• _What to do_
Scan the entries for the word "Green" and report how many lines contain it, as a number with no other words.

• _The data_
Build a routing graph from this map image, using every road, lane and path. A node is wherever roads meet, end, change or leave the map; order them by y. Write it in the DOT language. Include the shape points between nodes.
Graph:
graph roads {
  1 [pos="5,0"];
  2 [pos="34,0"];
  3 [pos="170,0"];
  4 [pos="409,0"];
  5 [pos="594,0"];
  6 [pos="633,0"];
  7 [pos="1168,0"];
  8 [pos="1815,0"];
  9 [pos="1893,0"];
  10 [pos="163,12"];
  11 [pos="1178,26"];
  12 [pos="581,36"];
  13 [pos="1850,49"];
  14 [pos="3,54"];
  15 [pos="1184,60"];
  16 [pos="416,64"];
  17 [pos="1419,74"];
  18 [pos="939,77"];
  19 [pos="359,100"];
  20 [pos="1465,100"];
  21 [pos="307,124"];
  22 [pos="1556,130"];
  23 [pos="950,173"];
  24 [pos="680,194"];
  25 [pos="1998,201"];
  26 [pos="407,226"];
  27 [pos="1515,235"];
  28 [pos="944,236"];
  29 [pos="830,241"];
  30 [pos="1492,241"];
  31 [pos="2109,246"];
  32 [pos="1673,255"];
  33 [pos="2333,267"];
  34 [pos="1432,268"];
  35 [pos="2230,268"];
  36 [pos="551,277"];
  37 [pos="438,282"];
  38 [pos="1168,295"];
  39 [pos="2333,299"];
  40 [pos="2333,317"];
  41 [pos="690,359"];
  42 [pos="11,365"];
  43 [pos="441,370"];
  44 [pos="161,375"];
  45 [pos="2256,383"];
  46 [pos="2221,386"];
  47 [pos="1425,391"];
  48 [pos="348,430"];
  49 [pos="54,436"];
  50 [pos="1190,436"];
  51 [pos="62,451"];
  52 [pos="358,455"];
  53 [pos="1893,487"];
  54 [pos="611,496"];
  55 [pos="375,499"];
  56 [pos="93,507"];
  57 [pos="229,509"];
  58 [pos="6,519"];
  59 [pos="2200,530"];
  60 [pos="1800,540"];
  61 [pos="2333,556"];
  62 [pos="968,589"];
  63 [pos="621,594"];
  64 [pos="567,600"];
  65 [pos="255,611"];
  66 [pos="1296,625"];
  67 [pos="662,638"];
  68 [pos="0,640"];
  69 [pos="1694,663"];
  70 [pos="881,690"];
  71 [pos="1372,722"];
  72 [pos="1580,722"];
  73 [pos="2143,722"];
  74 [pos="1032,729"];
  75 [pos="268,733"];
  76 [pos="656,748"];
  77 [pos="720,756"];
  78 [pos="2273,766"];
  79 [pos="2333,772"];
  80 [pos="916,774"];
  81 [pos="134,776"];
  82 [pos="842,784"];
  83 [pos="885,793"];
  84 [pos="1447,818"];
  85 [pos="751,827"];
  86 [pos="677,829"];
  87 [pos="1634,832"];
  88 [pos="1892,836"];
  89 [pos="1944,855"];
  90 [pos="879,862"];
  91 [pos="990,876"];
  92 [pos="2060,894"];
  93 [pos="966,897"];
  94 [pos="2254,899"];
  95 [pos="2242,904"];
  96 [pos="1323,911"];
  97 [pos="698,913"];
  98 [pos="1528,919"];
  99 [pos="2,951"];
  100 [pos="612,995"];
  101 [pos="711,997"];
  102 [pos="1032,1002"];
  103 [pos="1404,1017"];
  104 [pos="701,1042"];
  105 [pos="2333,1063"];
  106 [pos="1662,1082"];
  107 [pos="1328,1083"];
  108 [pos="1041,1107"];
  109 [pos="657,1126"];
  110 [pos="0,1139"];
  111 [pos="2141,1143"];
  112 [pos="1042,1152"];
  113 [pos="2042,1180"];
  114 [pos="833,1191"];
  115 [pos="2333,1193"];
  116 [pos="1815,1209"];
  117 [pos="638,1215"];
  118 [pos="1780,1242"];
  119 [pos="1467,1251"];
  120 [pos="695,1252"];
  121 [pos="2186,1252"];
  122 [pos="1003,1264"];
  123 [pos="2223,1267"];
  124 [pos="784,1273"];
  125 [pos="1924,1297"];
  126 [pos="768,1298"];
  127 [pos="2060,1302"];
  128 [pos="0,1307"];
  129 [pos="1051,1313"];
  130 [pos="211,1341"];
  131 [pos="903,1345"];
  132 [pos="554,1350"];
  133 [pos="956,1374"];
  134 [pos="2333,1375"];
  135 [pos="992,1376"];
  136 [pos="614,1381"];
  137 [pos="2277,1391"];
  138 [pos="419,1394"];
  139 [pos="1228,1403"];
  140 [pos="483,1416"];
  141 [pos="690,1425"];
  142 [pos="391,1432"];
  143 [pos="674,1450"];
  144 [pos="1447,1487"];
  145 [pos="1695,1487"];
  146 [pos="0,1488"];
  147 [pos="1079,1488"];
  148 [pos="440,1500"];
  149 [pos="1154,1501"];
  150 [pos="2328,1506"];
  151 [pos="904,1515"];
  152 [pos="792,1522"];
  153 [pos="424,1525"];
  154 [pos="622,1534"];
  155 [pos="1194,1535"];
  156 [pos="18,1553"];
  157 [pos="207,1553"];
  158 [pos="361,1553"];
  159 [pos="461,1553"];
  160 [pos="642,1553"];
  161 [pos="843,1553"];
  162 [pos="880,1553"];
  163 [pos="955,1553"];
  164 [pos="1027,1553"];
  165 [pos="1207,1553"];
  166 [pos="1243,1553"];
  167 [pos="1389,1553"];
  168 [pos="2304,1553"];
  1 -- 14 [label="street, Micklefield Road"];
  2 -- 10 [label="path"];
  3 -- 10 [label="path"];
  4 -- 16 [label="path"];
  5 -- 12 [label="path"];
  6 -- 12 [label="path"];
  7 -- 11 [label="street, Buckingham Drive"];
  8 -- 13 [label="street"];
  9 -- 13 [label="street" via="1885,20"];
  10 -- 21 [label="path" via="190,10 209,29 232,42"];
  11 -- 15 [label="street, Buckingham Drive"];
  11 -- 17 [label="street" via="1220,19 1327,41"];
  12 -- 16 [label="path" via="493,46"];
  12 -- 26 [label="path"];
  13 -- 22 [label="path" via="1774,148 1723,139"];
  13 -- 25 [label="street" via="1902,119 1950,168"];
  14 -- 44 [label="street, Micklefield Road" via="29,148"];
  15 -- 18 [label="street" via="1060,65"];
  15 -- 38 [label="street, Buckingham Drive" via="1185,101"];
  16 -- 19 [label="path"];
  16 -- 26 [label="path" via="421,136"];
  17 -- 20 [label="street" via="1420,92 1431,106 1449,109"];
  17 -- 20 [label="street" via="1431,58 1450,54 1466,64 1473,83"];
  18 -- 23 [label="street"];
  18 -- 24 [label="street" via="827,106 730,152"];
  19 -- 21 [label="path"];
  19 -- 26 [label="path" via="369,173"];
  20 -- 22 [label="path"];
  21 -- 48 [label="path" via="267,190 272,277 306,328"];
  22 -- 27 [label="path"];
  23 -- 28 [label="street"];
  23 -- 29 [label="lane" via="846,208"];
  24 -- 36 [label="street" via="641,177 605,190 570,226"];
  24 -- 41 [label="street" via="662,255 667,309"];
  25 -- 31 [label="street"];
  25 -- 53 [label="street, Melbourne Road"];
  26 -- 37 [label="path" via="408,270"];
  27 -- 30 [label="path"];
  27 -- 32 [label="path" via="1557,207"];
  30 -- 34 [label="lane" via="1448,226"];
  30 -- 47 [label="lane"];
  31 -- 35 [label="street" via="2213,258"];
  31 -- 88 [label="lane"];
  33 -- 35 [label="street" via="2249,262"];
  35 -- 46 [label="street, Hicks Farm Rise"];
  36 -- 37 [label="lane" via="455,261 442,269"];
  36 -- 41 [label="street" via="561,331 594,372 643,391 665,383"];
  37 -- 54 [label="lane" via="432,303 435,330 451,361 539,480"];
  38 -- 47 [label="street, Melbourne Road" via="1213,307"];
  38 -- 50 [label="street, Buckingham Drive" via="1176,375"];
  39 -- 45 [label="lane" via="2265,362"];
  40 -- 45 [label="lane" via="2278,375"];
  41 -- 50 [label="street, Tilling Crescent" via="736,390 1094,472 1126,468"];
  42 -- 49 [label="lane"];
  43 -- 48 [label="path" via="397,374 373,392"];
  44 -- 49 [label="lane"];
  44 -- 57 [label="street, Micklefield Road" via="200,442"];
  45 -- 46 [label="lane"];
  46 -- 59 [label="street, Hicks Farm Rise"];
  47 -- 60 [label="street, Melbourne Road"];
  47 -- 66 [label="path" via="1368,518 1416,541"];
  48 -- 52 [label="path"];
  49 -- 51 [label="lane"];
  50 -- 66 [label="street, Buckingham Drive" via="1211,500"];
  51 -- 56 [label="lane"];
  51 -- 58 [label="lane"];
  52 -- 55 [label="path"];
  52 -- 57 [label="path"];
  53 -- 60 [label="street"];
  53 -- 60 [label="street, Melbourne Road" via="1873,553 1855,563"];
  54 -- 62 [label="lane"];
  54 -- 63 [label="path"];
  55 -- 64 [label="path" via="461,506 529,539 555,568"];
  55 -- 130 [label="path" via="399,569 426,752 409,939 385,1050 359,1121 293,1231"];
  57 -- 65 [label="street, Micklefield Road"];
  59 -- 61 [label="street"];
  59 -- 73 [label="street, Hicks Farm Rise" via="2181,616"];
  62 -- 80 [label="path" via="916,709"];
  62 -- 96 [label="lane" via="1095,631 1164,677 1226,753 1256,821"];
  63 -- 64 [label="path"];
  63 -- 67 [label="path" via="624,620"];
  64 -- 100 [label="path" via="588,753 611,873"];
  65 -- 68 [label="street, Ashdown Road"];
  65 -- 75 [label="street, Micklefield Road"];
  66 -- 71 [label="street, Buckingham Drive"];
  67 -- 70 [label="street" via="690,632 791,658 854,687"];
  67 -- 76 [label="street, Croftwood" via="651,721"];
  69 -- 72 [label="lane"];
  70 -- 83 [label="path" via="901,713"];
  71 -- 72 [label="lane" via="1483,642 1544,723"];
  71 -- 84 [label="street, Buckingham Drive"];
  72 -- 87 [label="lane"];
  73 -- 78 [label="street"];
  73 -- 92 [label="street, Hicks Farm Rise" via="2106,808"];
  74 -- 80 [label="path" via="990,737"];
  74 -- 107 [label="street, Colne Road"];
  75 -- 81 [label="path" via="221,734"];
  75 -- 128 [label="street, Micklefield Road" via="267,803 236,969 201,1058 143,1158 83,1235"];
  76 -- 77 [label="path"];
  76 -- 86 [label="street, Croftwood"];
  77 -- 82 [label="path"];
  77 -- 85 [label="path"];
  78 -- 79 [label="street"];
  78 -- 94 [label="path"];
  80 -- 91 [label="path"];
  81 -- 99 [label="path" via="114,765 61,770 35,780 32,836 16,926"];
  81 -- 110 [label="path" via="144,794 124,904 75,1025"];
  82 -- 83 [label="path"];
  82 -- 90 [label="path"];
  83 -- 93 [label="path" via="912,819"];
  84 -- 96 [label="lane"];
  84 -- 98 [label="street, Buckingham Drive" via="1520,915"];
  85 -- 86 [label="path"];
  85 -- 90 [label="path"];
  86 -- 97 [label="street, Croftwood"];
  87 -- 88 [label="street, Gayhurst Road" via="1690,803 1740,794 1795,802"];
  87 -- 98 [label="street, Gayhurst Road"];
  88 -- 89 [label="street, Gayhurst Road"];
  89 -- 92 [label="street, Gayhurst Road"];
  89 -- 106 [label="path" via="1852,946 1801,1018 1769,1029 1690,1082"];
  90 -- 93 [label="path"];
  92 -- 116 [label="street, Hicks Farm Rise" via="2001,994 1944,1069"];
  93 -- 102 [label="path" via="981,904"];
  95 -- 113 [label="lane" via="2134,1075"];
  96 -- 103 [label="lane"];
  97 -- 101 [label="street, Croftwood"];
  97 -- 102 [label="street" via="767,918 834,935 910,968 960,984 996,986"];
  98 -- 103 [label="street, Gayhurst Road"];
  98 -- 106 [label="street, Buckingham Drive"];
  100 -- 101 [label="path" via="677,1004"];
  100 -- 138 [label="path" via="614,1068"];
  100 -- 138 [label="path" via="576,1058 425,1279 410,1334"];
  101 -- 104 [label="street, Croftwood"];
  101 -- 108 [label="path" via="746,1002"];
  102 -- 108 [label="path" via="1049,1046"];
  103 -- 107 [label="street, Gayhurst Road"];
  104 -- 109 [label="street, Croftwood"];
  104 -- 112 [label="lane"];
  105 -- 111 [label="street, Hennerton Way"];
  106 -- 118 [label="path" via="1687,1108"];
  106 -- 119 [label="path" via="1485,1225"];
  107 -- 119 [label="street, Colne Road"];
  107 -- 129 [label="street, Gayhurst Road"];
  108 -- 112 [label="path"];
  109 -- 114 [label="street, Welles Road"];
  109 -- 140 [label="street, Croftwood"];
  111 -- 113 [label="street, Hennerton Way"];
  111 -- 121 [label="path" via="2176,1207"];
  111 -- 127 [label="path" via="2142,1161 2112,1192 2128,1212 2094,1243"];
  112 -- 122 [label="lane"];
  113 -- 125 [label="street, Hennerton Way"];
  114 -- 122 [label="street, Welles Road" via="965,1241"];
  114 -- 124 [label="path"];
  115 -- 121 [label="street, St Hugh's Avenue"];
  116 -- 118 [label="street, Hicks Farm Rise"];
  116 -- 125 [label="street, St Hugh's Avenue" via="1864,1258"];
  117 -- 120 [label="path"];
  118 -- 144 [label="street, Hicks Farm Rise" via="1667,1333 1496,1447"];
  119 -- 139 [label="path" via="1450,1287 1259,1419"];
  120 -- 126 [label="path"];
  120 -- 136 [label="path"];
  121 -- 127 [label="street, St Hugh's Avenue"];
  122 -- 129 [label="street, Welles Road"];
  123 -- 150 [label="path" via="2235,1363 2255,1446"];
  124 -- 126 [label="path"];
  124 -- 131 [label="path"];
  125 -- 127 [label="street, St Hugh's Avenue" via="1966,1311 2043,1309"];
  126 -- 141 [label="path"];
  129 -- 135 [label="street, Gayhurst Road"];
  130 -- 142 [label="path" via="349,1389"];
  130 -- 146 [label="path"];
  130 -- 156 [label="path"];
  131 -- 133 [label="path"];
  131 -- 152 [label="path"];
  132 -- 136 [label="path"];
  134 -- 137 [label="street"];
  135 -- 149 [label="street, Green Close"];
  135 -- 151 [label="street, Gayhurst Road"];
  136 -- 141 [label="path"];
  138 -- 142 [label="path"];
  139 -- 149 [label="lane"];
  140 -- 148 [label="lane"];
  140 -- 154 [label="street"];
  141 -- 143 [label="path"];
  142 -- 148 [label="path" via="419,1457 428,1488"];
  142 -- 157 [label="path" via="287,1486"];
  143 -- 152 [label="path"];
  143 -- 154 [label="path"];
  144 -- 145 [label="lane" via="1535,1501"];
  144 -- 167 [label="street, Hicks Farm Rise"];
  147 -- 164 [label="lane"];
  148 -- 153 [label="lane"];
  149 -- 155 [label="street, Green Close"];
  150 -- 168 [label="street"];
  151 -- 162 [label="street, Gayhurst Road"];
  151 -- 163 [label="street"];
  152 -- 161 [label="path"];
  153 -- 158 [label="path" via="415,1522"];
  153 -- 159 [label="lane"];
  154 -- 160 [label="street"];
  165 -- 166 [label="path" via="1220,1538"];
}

• _Written response_
2